*Action item*. For this exercise, set down all the records exactly as given.

*Record set*.

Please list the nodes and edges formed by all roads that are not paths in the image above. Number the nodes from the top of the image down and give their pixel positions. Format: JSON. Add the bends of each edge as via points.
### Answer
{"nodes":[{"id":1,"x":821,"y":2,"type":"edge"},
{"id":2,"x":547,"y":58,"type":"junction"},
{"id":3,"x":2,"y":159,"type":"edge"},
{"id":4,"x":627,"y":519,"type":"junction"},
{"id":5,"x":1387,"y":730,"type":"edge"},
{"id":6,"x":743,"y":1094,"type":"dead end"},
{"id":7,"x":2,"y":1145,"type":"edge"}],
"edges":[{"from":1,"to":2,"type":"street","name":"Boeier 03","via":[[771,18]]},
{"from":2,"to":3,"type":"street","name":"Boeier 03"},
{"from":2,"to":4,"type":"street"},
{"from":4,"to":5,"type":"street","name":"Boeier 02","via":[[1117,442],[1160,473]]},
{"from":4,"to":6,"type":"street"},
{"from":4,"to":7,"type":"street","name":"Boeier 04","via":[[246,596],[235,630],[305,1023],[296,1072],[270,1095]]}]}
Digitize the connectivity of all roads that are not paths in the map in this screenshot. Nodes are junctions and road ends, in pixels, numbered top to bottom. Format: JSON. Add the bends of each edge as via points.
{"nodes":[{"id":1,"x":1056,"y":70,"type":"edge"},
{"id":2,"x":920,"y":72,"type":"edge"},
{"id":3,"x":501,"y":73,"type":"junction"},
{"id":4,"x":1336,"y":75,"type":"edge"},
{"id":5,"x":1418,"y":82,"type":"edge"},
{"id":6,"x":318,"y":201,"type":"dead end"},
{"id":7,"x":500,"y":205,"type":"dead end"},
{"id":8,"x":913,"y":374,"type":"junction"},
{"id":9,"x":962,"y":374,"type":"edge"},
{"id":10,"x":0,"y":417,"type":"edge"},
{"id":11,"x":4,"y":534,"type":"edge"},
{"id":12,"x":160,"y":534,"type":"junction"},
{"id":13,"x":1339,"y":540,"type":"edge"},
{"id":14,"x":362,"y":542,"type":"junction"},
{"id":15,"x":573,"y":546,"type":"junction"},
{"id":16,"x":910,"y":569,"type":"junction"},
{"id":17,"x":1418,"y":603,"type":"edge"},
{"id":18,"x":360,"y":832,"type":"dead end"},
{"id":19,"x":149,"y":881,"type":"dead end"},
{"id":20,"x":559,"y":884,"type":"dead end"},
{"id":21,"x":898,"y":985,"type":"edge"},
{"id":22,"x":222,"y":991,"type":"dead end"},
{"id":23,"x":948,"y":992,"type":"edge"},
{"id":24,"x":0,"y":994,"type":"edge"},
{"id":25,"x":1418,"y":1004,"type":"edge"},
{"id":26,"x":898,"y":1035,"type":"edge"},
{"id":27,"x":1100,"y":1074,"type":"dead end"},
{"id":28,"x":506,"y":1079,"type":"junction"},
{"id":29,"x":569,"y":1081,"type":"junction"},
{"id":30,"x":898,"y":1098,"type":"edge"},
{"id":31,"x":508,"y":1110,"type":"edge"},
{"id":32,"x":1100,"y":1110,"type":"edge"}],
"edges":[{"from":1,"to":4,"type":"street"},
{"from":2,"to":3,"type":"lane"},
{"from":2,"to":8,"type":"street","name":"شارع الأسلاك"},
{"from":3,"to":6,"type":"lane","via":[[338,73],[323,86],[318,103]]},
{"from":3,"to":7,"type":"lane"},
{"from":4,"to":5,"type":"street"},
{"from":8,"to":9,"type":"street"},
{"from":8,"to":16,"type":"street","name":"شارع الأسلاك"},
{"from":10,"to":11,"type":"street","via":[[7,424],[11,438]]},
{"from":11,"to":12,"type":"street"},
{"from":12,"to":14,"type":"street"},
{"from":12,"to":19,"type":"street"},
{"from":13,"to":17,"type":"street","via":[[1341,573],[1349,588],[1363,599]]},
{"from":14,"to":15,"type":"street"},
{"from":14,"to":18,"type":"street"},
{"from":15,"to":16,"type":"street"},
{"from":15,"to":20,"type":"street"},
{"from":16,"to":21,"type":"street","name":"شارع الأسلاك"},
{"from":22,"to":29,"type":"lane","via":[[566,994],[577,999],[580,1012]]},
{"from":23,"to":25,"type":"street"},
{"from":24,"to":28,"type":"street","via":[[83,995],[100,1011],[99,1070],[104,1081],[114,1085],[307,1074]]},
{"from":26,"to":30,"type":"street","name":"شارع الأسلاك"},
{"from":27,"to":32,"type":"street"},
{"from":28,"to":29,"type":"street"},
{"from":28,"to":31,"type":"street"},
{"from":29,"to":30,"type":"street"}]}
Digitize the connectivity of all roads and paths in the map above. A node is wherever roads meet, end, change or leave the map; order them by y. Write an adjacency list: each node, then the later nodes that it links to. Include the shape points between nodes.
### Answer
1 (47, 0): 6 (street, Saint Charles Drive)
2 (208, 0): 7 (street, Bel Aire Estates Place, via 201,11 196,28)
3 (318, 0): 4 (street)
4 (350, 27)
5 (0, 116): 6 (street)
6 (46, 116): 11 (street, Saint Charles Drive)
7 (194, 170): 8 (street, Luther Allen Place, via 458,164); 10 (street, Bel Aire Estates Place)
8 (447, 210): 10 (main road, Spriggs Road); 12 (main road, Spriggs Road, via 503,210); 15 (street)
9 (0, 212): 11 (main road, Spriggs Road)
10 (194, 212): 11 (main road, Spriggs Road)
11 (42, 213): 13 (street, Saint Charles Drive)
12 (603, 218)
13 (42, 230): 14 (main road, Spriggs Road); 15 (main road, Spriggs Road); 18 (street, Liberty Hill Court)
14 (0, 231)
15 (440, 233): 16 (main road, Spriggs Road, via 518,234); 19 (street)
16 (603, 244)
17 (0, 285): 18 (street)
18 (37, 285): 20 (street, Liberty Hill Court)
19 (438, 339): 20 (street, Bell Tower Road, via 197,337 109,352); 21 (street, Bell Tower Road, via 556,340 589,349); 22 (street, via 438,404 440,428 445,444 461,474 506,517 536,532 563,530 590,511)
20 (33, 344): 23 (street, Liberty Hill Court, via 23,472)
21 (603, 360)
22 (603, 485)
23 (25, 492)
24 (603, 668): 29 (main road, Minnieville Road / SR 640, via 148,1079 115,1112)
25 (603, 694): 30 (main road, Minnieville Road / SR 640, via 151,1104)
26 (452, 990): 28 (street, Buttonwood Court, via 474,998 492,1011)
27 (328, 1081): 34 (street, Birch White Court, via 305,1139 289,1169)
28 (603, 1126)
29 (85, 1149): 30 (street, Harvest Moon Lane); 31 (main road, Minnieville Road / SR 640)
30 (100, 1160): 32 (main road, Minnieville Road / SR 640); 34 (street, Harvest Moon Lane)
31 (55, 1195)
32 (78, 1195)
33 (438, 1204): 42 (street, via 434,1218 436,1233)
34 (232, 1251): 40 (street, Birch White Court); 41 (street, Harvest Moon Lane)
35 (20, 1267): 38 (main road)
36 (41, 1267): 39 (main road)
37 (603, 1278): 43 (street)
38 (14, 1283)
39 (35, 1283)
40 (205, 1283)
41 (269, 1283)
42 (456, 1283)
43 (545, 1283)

*Response area*.
Please list the nodes and edges formed by all roads that are not paths in the image above. Number the nodes from the top of the image down and give their pixel positions. Format: JSON. Add the bends of each edge as via points.
### Answer
{"nodes":[{"id":1,"x":821,"y":2,"type":"edge"},
{"id":2,"x":547,"y":58,"type":"junction"},
{"id":3,"x":2,"y":159,"type":"edge"},
{"id":4,"x":627,"y":519,"type":"junction"},
{"id":5,"x":1387,"y":730,"type":"edge"},
{"id":6,"x":743,"y":1094,"type":"dead end"},
{"id":7,"x":2,"y":1145,"type":"edge"}],
"edges":[{"from":1,"to":2,"type":"street","name":"Boeier 03","via":[[771,18]]},
{"from":2,"to":3,"type":"street","name":"Boeier 03"},
{"from":2,"to":4,"type":"street"},
{"from":4,"to":5,"type":"street","name":"Boeier 02","via":[[1117,442],[1160,473]]},
{"from":4,"to":6,"type":"street"},
{"from":4,"to":7,"type":"street","name":"Boeier 04","via":[[246,596],[235,630],[305,1023],[296,1072],[270,1095]]}]}
Digitize the connectivity of all roads that are not paths in the map in this screenshot. Nodes are junctions and road ends, in pixels, numbered top to bottom. Format: JSON. Add the bends of each edge as via points.
{"nodes":[{"id":1,"x":1056,"y":70,"type":"edge"},
{"id":2,"x":920,"y":72,"type":"edge"},
{"id":3,"x":501,"y":73,"type":"junction"},
{"id":4,"x":1336,"y":75,"type":"edge"},
{"id":5,"x":1418,"y":82,"type":"edge"},
{"id":6,"x":318,"y":201,"type":"dead end"},
{"id":7,"x":500,"y":205,"type":"dead end"},
{"id":8,"x":913,"y":374,"type":"junction"},
{"id":9,"x":962,"y":374,"type":"edge"},
{"id":10,"x":0,"y":417,"type":"edge"},
{"id":11,"x":4,"y":534,"type":"edge"},
{"id":12,"x":160,"y":534,"type":"junction"},
{"id":13,"x":1339,"y":540,"type":"edge"},
{"id":14,"x":362,"y":542,"type":"junction"},
{"id":15,"x":573,"y":546,"type":"junction"},
{"id":16,"x":910,"y":569,"type":"junction"},
{"id":17,"x":1418,"y":603,"type":"edge"},
{"id":18,"x":360,"y":832,"type":"dead end"},
{"id":19,"x":149,"y":881,"type":"dead end"},
{"id":20,"x":559,"y":884,"type":"dead end"},
{"id":21,"x":898,"y":985,"type":"edge"},
{"id":22,"x":222,"y":991,"type":"dead end"},
{"id":23,"x":948,"y":992,"type":"edge"},
{"id":24,"x":0,"y":994,"type":"edge"},
{"id":25,"x":1418,"y":1004,"type":"edge"},
{"id":26,"x":898,"y":1035,"type":"edge"},
{"id":27,"x":1100,"y":1074,"type":"dead end"},
{"id":28,"x":506,"y":1079,"type":"junction"},
{"id":29,"x":569,"y":1081,"type":"junction"},
{"id":30,"x":898,"y":1098,"type":"edge"},
{"id":31,"x":508,"y":1110,"type":"edge"},
{"id":32,"x":1100,"y":1110,"type":"edge"}],
"edges":[{"from":1,"to":4,"type":"street"},
{"from":2,"to":3,"type":"lane"},
{"from":2,"to":8,"type":"street","name":"شارع الأسلاك"},
{"from":3,"to":6,"type":"lane","via":[[338,73],[323,86],[318,103]]},
{"from":3,"to":7,"type":"lane"},
{"from":4,"to":5,"type":"street"},
{"from":8,"to":9,"type":"street"},
{"from":8,"to":16,"type":"street","name":"شارع الأسلاك"},
{"from":10,"to":11,"type":"street","via":[[7,424],[11,438]]},
{"from":11,"to":12,"type":"street"},
{"from":12,"to":14,"type":"street"},
{"from":12,"to":19,"type":"street"},
{"from":13,"to":17,"type":"street","via":[[1341,573],[1349,588],[1363,599]]},
{"from":14,"to":15,"type":"street"},
{"from":14,"to":18,"type":"street"},
{"from":15,"to":16,"type":"street"},
{"from":15,"to":20,"type":"street"},
{"from":16,"to":21,"type":"street","name":"شارع الأسلاك"},
{"from":22,"to":29,"type":"lane","via":[[566,994],[577,999],[580,1012]]},
{"from":23,"to":25,"type":"street"},
{"from":24,"to":28,"type":"street","via":[[83,995],[100,1011],[99,1070],[104,1081],[114,1085],[307,1074]]},
{"from":26,"to":30,"type":"street","name":"شارع الأسلاك"},
{"from":27,"to":32,"type":"street"},
{"from":28,"to":29,"type":"street"},
{"from":28,"to":31,"type":"street"},
{"from":29,"to":30,"type":"street"}]}
Digitize the connectivity of all roads and paths in the map above. A node is wherever roads meet, end, change or leave the map; order them by y. Write an adjacency list: each node, then the later nodes that it links to. Include the shape points between nodes.
### Answer
1 (47, 0): 6 (street, Saint Charles Drive)
2 (208, 0): 7 (street, Bel Aire Estates Place, via 201,11 196,28)
3 (318, 0): 4 (street)
4 (350, 27)
5 (0, 116): 6 (street)
6 (46, 116): 11 (street, Saint Charles Drive)
7 (194, 170): 8 (street, Luther Allen Place, via 458,164); 10 (street, Bel Aire Estates Place)
8 (447, 210): 10 (main road, Spriggs Road); 12 (main road, Spriggs Road, via 503,210); 15 (street)
9 (0, 212): 11 (main road, Spriggs Road)
10 (194, 212): 11 (main road, Spriggs Road)
11 (42, 213): 13 (street, Saint Charles Drive)
12 (603, 218)
13 (42, 230): 14 (main road, Spriggs Road); 15 (main road, Spriggs Road); 18 (street, Liberty Hill Court)
14 (0, 231)
15 (440, 233): 16 (main road, Spriggs Road, via 518,234); 19 (street)
16 (603, 244)
17 (0, 285): 18 (street)
18 (37, 285): 20 (street, Liberty Hill Court)
19 (438, 339): 20 (street, Bell Tower Road, via 197,337 109,352); 21 (street, Bell Tower Road, via 556,340 589,349); 22 (street, via 438,404 440,428 445,444 461,474 506,517 536,532 563,530 590,511)
20 (33, 344): 23 (street, Liberty Hill Court, via 23,472)
21 (603, 360)
22 (603, 485)
23 (25, 492)
24 (603, 668): 29 (main road, Minnieville Road / SR 640, via 148,1079 115,1112)
25 (603, 694): 30 (main road, Minnieville Road / SR 640, via 151,1104)
26 (452, 990): 28 (street, Buttonwood Court, via 474,998 492,1011)
27 (328, 1081): 34 (street, Birch White Court, via 305,1139 289,1169)
28 (603, 1126)
29 (85, 1149): 30 (street, Harvest Moon Lane); 31 (main road, Minnieville Road / SR 640)
30 (100, 1160): 32 (main road, Minnieville Road / SR 640); 34 (street, Harvest Moon Lane)
31 (55, 1195)
32 (78, 1195)
33 (438, 1204): 42 (street, via 434,1218 436,1233)
34 (232, 1251): 40 (street, Birch White Court); 41 (street, Harvest Moon Lane)
35 (20, 1267): 38 (main road)
36 (41, 1267): 39 (main road)
37 (603, 1278): 43 (street)
38 (14, 1283)
39 (35, 1283)
40 (205, 1283)
41 (269, 1283)
42 (456, 1283)
43 (545, 1283)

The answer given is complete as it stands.